---------- Materials provided

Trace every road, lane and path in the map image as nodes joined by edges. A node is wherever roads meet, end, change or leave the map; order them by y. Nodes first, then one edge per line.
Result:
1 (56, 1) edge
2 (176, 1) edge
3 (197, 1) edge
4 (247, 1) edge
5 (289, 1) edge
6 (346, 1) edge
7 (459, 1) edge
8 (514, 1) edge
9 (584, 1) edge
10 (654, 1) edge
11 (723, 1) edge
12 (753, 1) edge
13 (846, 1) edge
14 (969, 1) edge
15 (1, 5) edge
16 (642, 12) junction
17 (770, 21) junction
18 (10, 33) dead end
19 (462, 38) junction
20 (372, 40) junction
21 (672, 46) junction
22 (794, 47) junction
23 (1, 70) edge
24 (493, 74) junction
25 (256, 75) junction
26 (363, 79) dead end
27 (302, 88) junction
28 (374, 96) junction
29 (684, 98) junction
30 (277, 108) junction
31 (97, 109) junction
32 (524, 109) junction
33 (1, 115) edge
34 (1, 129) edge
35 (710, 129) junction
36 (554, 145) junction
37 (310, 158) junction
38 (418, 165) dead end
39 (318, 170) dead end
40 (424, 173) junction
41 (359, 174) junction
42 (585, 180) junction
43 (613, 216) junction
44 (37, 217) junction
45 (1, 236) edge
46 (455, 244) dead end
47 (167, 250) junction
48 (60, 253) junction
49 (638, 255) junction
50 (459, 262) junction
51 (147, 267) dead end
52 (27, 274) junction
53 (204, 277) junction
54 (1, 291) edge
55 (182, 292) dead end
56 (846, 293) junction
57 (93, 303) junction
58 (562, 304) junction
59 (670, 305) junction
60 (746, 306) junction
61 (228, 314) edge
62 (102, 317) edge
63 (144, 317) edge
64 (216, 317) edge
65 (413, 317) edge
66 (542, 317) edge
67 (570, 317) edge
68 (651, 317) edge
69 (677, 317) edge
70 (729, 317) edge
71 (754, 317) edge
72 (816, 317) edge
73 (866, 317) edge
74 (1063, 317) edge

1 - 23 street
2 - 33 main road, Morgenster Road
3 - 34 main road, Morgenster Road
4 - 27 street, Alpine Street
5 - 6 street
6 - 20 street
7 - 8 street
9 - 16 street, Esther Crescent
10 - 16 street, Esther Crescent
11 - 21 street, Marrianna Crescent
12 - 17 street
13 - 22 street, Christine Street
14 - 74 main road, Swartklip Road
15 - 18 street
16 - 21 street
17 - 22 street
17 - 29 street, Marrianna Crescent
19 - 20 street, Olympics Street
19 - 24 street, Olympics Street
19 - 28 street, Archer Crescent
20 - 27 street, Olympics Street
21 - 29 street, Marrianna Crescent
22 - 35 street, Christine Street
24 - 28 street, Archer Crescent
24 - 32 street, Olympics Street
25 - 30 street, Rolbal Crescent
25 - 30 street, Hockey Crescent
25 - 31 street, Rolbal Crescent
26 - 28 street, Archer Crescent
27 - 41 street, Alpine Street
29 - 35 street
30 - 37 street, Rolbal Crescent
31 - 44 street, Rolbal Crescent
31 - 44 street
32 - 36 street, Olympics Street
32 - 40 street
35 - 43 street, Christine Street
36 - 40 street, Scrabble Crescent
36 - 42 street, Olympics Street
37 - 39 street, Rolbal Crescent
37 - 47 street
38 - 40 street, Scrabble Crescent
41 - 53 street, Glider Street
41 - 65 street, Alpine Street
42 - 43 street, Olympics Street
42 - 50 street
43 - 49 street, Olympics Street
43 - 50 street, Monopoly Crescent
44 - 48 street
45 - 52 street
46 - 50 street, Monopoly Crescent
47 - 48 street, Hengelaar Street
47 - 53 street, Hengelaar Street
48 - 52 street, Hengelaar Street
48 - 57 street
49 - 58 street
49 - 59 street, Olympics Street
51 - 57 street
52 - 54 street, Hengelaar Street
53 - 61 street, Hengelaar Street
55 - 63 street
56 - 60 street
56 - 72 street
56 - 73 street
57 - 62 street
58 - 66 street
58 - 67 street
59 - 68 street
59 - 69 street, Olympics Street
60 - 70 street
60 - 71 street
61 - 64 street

--------------------

Exercise prompt.
What you need to do is repeat every record above exactly.

Output for this exercise.
Trace every road, lane and path in the map image as nodes joined by edges. A node is wherever roads meet, end, change or leave the map; order them by y. Nodes first, then one edge per line.
Result:
1 (56, 1) edge
2 (176, 1) edge
3 (197, 1) edge
4 (247, 1) edge
5 (289, 1) edge
6 (346, 1) edge
7 (459, 1) edge
8 (514, 1) edge
9 (584, 1) edge
10 (654, 1) edge
11 (723, 1) edge
12 (753, 1) edge
13 (846, 1) edge
14 (969, 1) edge
15 (1, 5) edge
16 (642, 12) junction
17 (770, 21) junction
18 (10, 33) dead end
19 (462, 38) junction
20 (372, 40) junction
21 (672, 46) junction
22 (794, 47) junction
23 (1, 70) edge
24 (493, 74) junction
25 (256, 75) junction
26 (363, 79) dead end
27 (302, 88) junction
28 (374, 96) junction
29 (684, 98) junction
30 (277, 108) junction
31 (97, 109) junction
32 (524, 109) junction
33 (1, 115) edge
34 (1, 129) edge
35 (710, 129) junction
36 (554, 145) junction
37 (310, 158) junction
38 (418, 165) dead end
39 (318, 170) dead end
40 (424, 173) junction
41 (359, 174) junction
42 (585, 180) junction
43 (613, 216) junction
44 (37, 217) junction
45 (1, 236) edge
46 (455, 244) dead end
47 (167, 250) junction
48 (60, 253) junction
49 (638, 255) junction
50 (459, 262) junction
51 (147, 267) dead end
52 (27, 274) junction
53 (204, 277) junction
54 (1, 291) edge
55 (182, 292) dead end
56 (846, 293) junction
57 (93, 303) junction
58 (562, 304) junction
59 (670, 305) junction
60 (746, 306) junction
61 (228, 314) edge
62 (102, 317) edge
63 (144, 317) edge
64 (216, 317) edge
65 (413, 317) edge
66 (542, 317) edge
67 (570, 317) edge
68 (651, 317) edge
69 (677, 317) edge
70 (729, 317) edge
71 (754, 317) edge
72 (816, 317) edge
73 (866, 317) edge
74 (1063, 317) edge

1 - 23 street
2 - 33 main road, Morgenster Road
3 - 34 main road, Morgenster Road
4 - 27 street, Alpine Street
5 - 6 street
6 - 20 street
7 - 8 street
9 - 16 street, Esther Crescent
10 - 16 street, Esther Crescent
11 - 21 street, Marrianna Crescent
12 - 17 street
13 - 22 street, Christine Street
14 - 74 main road, Swartklip Road
15 - 18 street
16 - 21 street
17 - 22 street
17 - 29 street, Marrianna Crescent
19 - 20 street, Olympics Street
19 - 24 street, Olympics Street
19 - 28 street, Archer Crescent
20 - 27 street, Olympics Street
21 - 29 street, Marrianna Crescent
22 - 35 street, Christine Street
24 - 28 street, Archer Crescent
24 - 32 street, Olympics Street
25 - 30 street, Rolbal Crescent
25 - 30 street, Hockey Crescent
25 - 31 street, Rolbal Crescent
26 - 28 street, Archer Crescent
27 - 41 street, Alpine Street
29 - 35 street
30 - 37 street, Rolbal Crescent
31 - 44 street, Rolbal Crescent
31 - 44 street
32 - 36 street, Olympics Street
32 - 40 street
35 - 43 street, Christine Street
36 - 40 street, Scrabble Crescent
36 - 42 street, Olympics Street
37 - 39 street, Rolbal Crescent
37 - 47 street
38 - 40 street, Scrabble Crescent
41 - 53 street, Glider Street
41 - 65 street, Alpine Street
42 - 43 street, Olympics Street
42 - 50 street
43 - 49 street, Olympics Street
43 - 50 street, Monopoly Crescent
44 - 48 street
45 - 52 street
46 - 50 street, Monopoly Crescent
47 - 48 street, Hengelaar Street
47 - 53 street, Hengelaar Street
48 - 52 street, Hengelaar Street
48 - 57 street
49 - 58 street
49 - 59 street, Olympics Street
51 - 57 street
52 - 54 street, Hengelaar Street
53 - 61 street, Hengelaar Street
55 - 63 street
56 - 60 street
56 - 72 street
56 - 73 street
57 - 62 street
58 - 66 street
58 - 67 street
59 - 68 street
59 - 69 street, Olympics Street
60 - 70 street
60 - 71 street
61 - 64 street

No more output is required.